DATA EXCERPT:
# # # # # # #
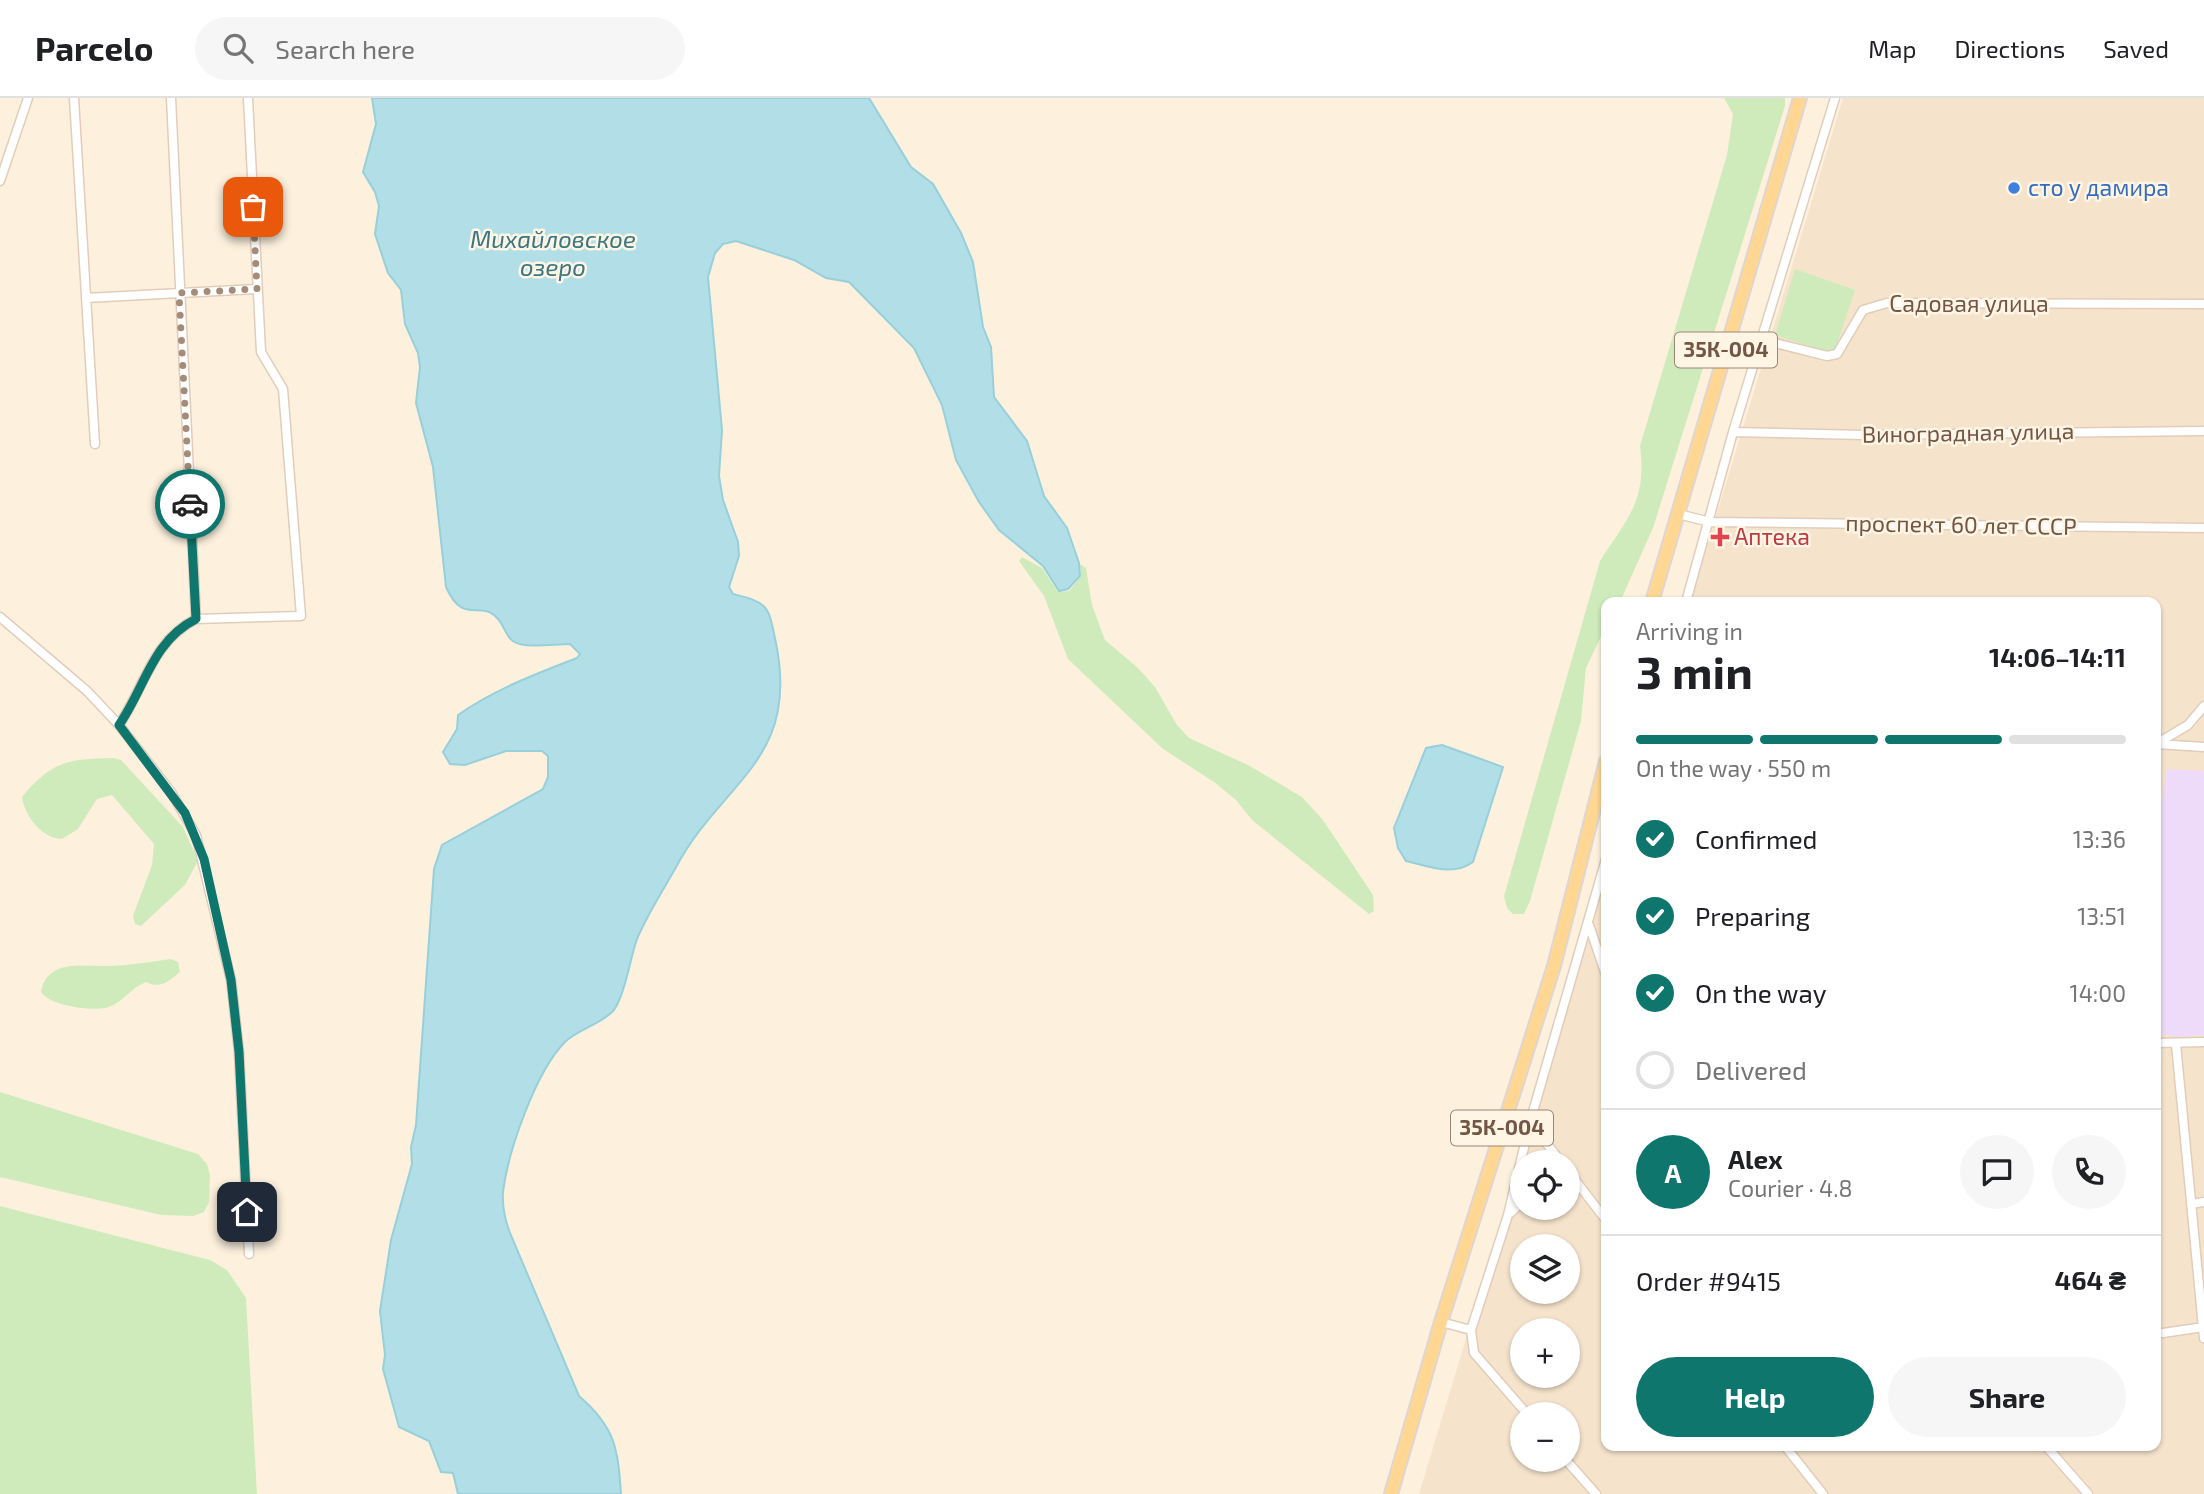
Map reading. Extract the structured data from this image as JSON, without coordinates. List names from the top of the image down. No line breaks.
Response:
{"streets":{"main road":["35К-004"],"street":["Садовая улица","Виноградная улица","проспект 60 лет СССР"]},"crossings":[["35К-004","проспект 60 лет СССР"]],"water":["Михайловское озеро"],"places":{"other":["сто у дамира"],"health":["Аптека"]},"page":{"header":"Parcelo","search":"Search here","nav":["Map","Directions","Saved"],"heading":["3 min","Arriving in","14:06–14:11"],"panel":["Alex","Courier · 4.8","Order #9415","464 ₴"],"bar":"On the way · 550 m","list":[["Confirmed","13:36"],["Preparing","13:51"],["On the way","14:00"],"Delivered"],"round":"A","map_buttons":["+","−"],"buttons":["Help","Share"]}}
# # # # # # #
Set down the material above exactly as written, but not the pictures.

Map reading. Extract the structured data from this image as JSON, without coordinates. List names from the top of the image down. No line breaks.
Response:
{"streets":{"main road":["35К-004"],"street":["Садовая улица","Виноградная улица","проспект 60 лет СССР"]},"crossings":[["35К-004","проспект 60 лет СССР"]],"water":["Михайловское озеро"],"places":{"other":["сто у дамира"],"health":["Аптека"]},"page":{"header":"Parcelo","search":"Search here","nav":["Map","Directions","Saved"],"heading":["3 min","Arriving in","14:06–14:11"],"panel":["Alex","Courier · 4.8","Order #9415","464 ₴"],"bar":"On the way · 550 m","list":[["Confirmed","13:36"],["Preparing","13:51"],["On the way","14:00"],"Delivered"],"round":"A","map_buttons":["+","−"],"buttons":["Help","Share"]}}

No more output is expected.